3. Contrairement à ce que soutient la CCT2L, si, en vertu des dispositions citées
ci-dessus du 4° de l'article L. 1617-5 du code général des collectivités territoriales, l'envoi sous pli simple du titre de recettes vaut notification de ce titre, ces dispositions n'ont ni pour objet ni pour effet de modifier le point de départ du délai de recours contentieux contre le titre, lequel, ainsi que le prévoit le 2° du même article, court à compter non de l'envoi mais de la réception dudit titre.
4. En se bornant à produire une copie d'écran de l'application informatique " Hélios " comportant, à la rubrique relative au titre exécutoire du 8 novembre 2018 en litige, la mention " envoi avis des sommes à payer 18/11/2018 ", la CCT2L n'apporte pas la preuve de la réception de ce titre par la commune de Grand-Failly . Par suite, c'est à bon droit que le tribunal a écarté la fin de non-recevoir tirée de la forclusion de la requête de la commune de Grand-Failly.

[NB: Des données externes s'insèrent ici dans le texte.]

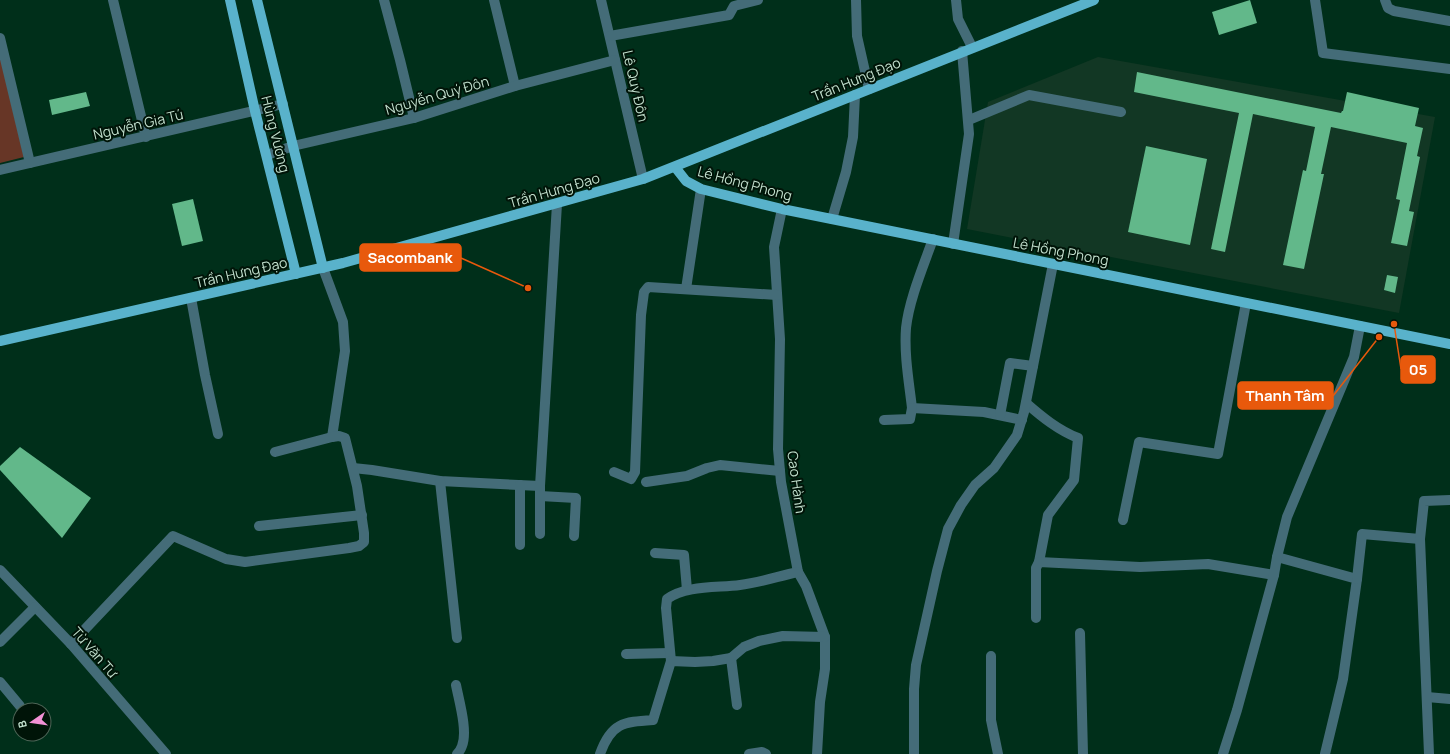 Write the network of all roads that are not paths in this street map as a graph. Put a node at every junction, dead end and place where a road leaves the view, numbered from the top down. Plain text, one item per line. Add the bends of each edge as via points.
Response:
1 (113, 0) edge
2 (230, 0) edge
3 (258, 0) edge
4 (384, 0) edge
5 (494, 0) edge
6 (601, 0) edge
7 (758, 0) edge
8 (856, 0) edge
9 (956, 0) edge
10 (1094, 0) edge
11 (1315, 0) edge
12 (1385, 0) edge
13 (1450, 21) edge
14 (610, 36) junction
15 (0, 38) edge
16 (972, 47) junction
17 (962, 52) junction
18 (615, 60) junction
19 (1450, 69) edge
20 (514, 86) junction
21 (869, 89) junction
22 (855, 94) junction
23 (283, 104) junction
24 (255, 111) junction
25 (1121, 112) dead end
26 (414, 118) junction
27 (969, 120) junction
28 (146, 136) junction
29 (293, 146) junction
30 (267, 155) junction
31 (30, 163) junction
32 (675, 167) junction
33 (0, 170) edge
34 (643, 179) junction
35 (701, 189) junction
36 (557, 204) junction
37 (782, 209) junction
38 (832, 219) junction
39 (933, 239) junction
40 (953, 244) junction
41 (1053, 264) junction
42 (323, 268) junction
43 (296, 274) junction
44 (686, 289) junction
45 (777, 295) junction
46 (191, 298) junction
47 (1246, 303) junction
48 (1360, 326) junction
49 (0, 341) edge
50 (1450, 344) edge
51 (1033, 366) junction
52 (1026, 404) junction
53 (912, 408) junction
54 (1000, 415) junction
55 (884, 420) dead end
56 (1022, 420) junction
57 (218, 434) dead end
58 (332, 437) junction
59 (275, 452) dead end
60 (353, 468) junction
61 (780, 471) junction
62 (614, 472) dead end
63 (440, 481) junction
64 (646, 482) dead end
65 (520, 485) junction
66 (540, 491) junction
67 (1450, 500) edge
68 (362, 515) junction
69 (1123, 520) dead end
70 (259, 526) dead end
71 (540, 534) dead end
72 (574, 536) dead end
73 (1420, 539) junction
74 (520, 545) dead end
75 (654, 553) dead end
76 (1277, 557) junction
77 (1039, 562) junction
78 (0, 570) edge
79 (798, 572) junction
80 (1274, 575) junction
81 (1357, 579) junction
82 (687, 590) junction
83 (35, 607) junction
84 (1036, 618) dead end
85 (1080, 633) dead end
86 (825, 637) junction
87 (457, 638) dead end
88 (0, 642) edge
89 (70, 644) junction
90 (626, 654) dead end
91 (991, 656) dead end
92 (671, 657) junction
93 (731, 658) junction
94 (0, 682) edge
95 (456, 685) dead end
96 (1427, 696) junction
97 (1450, 699) edge
98 (17, 702) edge
99 (738, 705) dead end
100 (159, 752) edge
101 (457, 754) edge
102 (600, 754) edge
103 (749, 754) edge
104 (766, 754) edge
105 (817, 754) edge
106 (914, 754) edge
107 (998, 754) edge
108 (1083, 754) edge
109 (1223, 754) edge
110 (1325, 754) edge
111 (1429, 754) edge

1 - 28 street
2 - 24 main road, Hùng Vương
3 - 23 main road, Hùng Vương
4 - 26 street
5 - 20 street
6 - 14 street, Lê Quý Đôn
7 - 14 street via 734,6 729,15
8 - 21 street via 857,36
9 - 16 street via 958,19
10 - 16 main road, Trần Hưng Đạo
11 - 19 street via 1323,53
12 - 13 street via 1388,8 1394,11
14 - 18 street, Lê Quý Đôn
15 - 31 street
16 - 17 main road, Trần Hưng Đạo
17 - 21 main road, Trần Hưng Đạo
17 - 27 street
18 - 20 street, Nguyễn Quý Đôn
18 - 34 street, Lê Quý Đôn
20 - 26 street, Nguyễn Quý Đôn
21 - 22 main road, Trần Hưng Đạo
22 - 32 main road, Trần Hưng Đạo
22 - 38 street via 853,137
23 - 24 street, Nguyễn Gia Tú
23 - 29 main road, Hùng Vương
24 - 28 street, Nguyễn Gia Tú
24 - 30 main road, Hùng Vương
25 - 27 street via 1029,95
26 - 29 street, Nguyễn Quý Đôn
27 - 40 street via 967,154
28 - 31 street, Nguyễn Gia Tú
29 - 30 street, Nguyễn Quý Đôn
29 - 42 main road, Hùng Vương
30 - 43 main road, Hùng Vương
31 - 33 street, Nguyễn Gia Tú
32 - 34 main road, Trần Hưng Đạo
32 - 35 main road, Lê Hồng Phong via 686,181
34 - 36 main road, Trần Hưng Đạo
35 - 37 main road, Lê Hồng Phong
35 - 44 street
36 - 42 main road, Trần Hưng Đạo
36 - 66 street
37 - 38 main road, Lê Hồng Phong
37 - 45 street, Cao Hành via 774,248
38 - 39 main road, Lê Hồng Phong
39 - 40 main road, Lê Hồng Phong
39 - 53 street via 914,294 906,328
40 - 41 main road, Lê Hồng Phong
41 - 47 main road, Lê Hồng Phong
41 - 51 street
42 - 43 main road, Trần Hưng Đạo
42 - 58 street via 343,322 345,351
43 - 46 main road, Trần Hưng Đạo
44 - 45 street
44 - 62 street via 648,287 644,292 635,472 631,478
45 - 61 street, Cao Hành via 780,339
46 - 49 main road, Trần Hưng Đạo
46 - 57 street
47 - 48 main road, Lê Hồng Phong
47 - 69 street via 1218,454 1139,442
48 - 50 main road, Lê Hồng Phong
48 - 76 street via 1354,357 1287,516
51 - 52 street
51 - 54 street via 1010,363
52 - 56 street
52 - 77 street via 1048,422 1078,438 1074,480 1048,515
53 - 54 street
53 - 55 street via 910,419
54 - 56 street
56 - 106 street via 1017,435 994,468 975,485 948,529 916,665
58 - 59 street
58 - 60 street via 344,438
60 - 63 street
60 - 68 street
61 - 64 street via 720,465 687,476
61 - 79 street, Cao Hành
63 - 65 street
63 - 87 street
65 - 66 street
65 - 74 street
66 - 71 street
66 - 72 street via 576,498
67 - 73 street via 1424,501
68 - 70 street
68 - 89 street via 364,542 360,546 245,562 226,559 173,536
73 - 81 street via 1362,534
73 - 96 street
75 - 82 street via 684,555
76 - 80 street
76 - 81 street
77 - 80 street via 1140,568 1208,564
77 - 84 street via 1036,568
78 - 83 street, Từ Văn Tư
79 - 82 street via 742,585
79 - 86 street, Cao Hành via 806,586
80 - 109 street
81 - 110 street via 1343,679
82 - 92 street via 667,599
83 - 88 street
83 - 89 street, Từ Văn Tư
85 - 108 street
86 - 93 street via 783,636 759,641 744,647
86 - 105 street, Cao Hành via 825,669
89 - 100 street, Từ Văn Tư
90 - 92 street
91 - 107 street via 991,720
92 - 93 street via 695,662
92 - 102 street via 653,720 629,721 615,728
93 - 99 street
94 - 98 street
95 - 101 street via 464,731 463,746
96 - 97 street
96 - 111 street
103 - 104 street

5. En second lieu, aux termes de l'article L. 5211-17 du code général des collectivités territoriales : " Les communes membres d'un établissement public de coopération intercommunale peuvent à tout moment transférer, en tout ou partie, à ce dernier, certaines de leurs compétences dont le transfert n'est pas prévu par la loi ou par la décision institutive ainsi que les biens, équipements ou services publics nécessaires à leur exercice. / Ces transferts sont décidés par délibérations concordantes de l'organe délibérant et des conseils municipaux se prononçant dans les conditions de majorité requise pour la création de l'établissement public de coopération intercommunale. Le conseil municipal de chaque commune membre dispose d'un délai de trois mois, à compter de la notification au maire de la commune de la délibération de l'organe délibérant de l'établissement public de coopération intercommunale, pour se prononcer sur les transferts proposés. A défaut de délibération dans ce délai, sa décision est réputée favorable. / (...) Le transfert de compétences est prononcé par arrêté du ou des représentants de l'Etat dans le ou les départements intéressés. Il entraîne de plein droit l'application à l'ensemble des biens, équipements et services publics nécessaires à leur exercice, ainsi qu'à l'ensemble des droits et obligations qui leur sont attachés à la date du transfert, des dispositions des trois premiers alinéas de l'article L. 1321-1 (...) ". Aux termes du premier alinéa de
l'article L. 1321-1 du même code : " Le transfert d'une compétence entraîne de plein droit la mise à la disposition de la collectivité bénéficiaire des biens meubles et immeubles utilisés, à la date de ce transfert, pour l'exercice de cette compétence. ".
6. Pour l'application de ces dispositions, le solde du compte administratif du budget annexe d'un service public à caractère industriel ou commercial ne constitue pas un bien qui serait nécessaire à l'exercice de ce service public, ni un ensemble de droits et obligations qui lui seraient attachés. Par suite, le transfert d'une compétence à un établissement public de coopération intercommunal n'a pas pour effet d'entraîner de plein droit le transfert du solde du compte administratif des budgets annexes des services publics à caractère industriel ou commercial nécessaires à l'exercice de cette compétence, ce dernier ne pouvant résulter que d'un accord exprès des collectivités concernées.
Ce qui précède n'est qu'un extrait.